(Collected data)
══════════════════════════════

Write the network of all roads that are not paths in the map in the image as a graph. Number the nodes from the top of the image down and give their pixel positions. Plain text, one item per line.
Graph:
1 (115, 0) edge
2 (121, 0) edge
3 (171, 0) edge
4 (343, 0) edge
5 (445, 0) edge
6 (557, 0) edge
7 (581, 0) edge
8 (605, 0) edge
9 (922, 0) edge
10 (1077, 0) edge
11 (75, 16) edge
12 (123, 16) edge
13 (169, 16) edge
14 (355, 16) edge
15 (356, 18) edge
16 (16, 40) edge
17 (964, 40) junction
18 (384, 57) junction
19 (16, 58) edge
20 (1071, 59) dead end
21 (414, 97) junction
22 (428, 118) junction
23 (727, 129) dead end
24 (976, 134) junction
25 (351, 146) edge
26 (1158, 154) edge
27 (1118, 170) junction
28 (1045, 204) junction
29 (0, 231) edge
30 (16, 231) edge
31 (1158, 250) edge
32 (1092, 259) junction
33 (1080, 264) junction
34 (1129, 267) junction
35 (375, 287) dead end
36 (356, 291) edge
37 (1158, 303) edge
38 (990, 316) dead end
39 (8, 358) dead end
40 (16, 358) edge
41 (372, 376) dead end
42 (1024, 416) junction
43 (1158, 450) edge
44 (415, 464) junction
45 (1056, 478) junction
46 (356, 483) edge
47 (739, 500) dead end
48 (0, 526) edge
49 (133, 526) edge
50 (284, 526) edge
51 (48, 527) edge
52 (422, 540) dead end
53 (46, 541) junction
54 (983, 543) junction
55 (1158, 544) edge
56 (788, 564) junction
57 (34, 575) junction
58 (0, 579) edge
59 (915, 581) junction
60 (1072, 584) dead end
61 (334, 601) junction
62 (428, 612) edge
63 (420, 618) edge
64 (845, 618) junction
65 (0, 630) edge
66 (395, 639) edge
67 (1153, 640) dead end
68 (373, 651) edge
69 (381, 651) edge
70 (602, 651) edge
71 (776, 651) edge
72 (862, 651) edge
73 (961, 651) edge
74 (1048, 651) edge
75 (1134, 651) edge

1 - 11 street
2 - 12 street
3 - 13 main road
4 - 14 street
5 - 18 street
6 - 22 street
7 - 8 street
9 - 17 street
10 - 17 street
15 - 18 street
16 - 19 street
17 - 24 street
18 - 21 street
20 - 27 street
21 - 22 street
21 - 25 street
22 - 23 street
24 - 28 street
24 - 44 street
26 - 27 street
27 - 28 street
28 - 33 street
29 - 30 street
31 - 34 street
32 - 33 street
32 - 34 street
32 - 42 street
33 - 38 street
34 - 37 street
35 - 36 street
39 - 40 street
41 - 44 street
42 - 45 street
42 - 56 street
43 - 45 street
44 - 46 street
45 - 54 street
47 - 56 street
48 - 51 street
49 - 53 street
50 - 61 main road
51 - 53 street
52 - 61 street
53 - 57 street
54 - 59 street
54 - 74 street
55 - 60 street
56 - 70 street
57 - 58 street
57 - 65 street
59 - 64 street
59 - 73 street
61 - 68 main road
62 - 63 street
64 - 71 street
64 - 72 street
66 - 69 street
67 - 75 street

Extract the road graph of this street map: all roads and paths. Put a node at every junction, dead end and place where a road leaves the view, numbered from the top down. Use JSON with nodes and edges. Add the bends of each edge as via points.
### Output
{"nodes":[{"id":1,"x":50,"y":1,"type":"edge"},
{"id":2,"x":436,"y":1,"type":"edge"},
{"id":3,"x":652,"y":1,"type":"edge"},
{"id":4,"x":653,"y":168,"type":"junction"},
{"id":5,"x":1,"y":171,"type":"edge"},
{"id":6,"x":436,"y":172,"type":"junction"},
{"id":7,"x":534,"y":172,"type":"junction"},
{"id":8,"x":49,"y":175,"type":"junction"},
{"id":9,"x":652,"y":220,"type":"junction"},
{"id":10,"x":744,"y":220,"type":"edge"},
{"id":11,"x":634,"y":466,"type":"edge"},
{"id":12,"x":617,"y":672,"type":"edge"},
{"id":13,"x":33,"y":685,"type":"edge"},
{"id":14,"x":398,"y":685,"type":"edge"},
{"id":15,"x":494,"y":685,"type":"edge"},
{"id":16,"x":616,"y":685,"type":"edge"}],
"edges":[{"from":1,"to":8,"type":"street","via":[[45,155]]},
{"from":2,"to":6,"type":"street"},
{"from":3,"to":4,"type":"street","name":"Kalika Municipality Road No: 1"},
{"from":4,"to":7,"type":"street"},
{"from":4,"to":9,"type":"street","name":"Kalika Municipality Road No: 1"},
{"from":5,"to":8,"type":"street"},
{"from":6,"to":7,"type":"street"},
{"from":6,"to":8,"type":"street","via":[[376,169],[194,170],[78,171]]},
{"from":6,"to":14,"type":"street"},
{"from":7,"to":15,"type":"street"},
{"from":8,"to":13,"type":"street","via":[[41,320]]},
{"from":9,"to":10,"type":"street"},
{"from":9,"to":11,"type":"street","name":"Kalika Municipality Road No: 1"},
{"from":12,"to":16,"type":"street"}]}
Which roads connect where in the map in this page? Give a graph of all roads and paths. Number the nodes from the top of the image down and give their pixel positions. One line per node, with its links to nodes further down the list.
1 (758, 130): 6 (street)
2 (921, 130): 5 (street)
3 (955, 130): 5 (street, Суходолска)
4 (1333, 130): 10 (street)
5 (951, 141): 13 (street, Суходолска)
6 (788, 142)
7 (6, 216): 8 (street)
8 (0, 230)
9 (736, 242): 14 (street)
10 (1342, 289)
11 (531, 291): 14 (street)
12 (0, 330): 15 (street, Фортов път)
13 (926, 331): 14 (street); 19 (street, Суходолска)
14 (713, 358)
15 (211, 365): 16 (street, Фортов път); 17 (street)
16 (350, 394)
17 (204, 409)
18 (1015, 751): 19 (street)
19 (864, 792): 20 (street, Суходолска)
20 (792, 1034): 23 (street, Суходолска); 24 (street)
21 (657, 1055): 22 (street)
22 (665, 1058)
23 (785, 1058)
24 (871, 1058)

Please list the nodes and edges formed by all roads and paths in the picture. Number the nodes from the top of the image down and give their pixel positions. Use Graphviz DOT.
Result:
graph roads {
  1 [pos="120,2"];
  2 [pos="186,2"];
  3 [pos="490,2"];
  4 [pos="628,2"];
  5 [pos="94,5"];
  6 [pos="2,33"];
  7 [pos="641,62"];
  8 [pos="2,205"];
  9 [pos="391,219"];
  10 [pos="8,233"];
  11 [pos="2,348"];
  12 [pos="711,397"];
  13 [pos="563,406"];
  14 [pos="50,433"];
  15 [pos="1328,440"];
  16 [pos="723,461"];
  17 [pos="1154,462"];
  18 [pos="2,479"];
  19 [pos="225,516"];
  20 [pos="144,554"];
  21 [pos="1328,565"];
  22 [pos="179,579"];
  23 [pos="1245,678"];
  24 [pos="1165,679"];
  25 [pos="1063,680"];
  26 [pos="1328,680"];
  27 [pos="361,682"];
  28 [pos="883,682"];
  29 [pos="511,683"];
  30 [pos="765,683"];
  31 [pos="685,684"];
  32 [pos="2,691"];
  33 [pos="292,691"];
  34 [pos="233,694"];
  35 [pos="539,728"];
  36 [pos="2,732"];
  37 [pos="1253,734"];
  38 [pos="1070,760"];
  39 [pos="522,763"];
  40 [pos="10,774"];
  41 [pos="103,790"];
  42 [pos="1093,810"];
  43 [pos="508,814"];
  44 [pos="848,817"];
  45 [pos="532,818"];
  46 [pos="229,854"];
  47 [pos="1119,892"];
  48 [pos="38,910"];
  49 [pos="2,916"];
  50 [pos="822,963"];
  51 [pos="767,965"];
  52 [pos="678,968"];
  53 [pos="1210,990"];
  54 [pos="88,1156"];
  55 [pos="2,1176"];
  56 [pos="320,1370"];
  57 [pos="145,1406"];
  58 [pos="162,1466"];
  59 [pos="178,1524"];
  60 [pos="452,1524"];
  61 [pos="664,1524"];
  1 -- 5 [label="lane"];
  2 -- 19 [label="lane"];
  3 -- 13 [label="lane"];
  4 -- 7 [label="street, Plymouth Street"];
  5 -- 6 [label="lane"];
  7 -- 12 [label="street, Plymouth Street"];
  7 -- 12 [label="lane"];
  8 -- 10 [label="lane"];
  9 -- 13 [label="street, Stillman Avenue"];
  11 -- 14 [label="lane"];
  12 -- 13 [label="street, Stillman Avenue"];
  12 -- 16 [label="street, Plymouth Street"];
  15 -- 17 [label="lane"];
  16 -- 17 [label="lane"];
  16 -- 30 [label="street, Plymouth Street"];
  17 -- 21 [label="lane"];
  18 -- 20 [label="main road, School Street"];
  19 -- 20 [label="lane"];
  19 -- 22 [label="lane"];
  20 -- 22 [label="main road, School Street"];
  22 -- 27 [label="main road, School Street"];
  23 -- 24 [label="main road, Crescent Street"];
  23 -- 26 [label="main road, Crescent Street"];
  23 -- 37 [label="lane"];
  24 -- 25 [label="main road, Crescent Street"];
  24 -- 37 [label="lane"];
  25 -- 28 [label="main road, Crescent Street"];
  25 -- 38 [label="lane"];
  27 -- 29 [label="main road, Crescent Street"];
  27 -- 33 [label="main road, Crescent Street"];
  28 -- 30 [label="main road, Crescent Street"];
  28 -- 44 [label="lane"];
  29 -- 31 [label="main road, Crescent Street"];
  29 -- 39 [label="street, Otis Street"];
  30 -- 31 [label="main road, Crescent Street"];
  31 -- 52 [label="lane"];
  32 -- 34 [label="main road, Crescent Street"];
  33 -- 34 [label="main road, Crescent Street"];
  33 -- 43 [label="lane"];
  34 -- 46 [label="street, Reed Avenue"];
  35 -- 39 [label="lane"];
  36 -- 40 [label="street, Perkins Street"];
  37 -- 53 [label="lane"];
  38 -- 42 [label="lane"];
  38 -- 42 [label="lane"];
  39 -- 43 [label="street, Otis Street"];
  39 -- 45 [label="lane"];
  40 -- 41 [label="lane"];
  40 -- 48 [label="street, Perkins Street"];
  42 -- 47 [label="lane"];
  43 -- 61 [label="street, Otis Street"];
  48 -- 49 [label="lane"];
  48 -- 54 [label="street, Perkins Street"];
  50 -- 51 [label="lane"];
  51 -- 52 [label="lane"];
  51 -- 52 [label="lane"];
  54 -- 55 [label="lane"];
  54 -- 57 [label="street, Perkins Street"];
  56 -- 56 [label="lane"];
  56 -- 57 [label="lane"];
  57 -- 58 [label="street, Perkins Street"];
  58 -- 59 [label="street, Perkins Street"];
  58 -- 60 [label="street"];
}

══════════════════════════════

- **Problem requirements**
Only the lines that contain the string "School" are to be copied from the records.

- **Answer area**
  18 -- 20 [label="main road, School Street"];
  20 -- 22 [label="main road, School Street"];
  22 -- 27 [label="main road, School Street"];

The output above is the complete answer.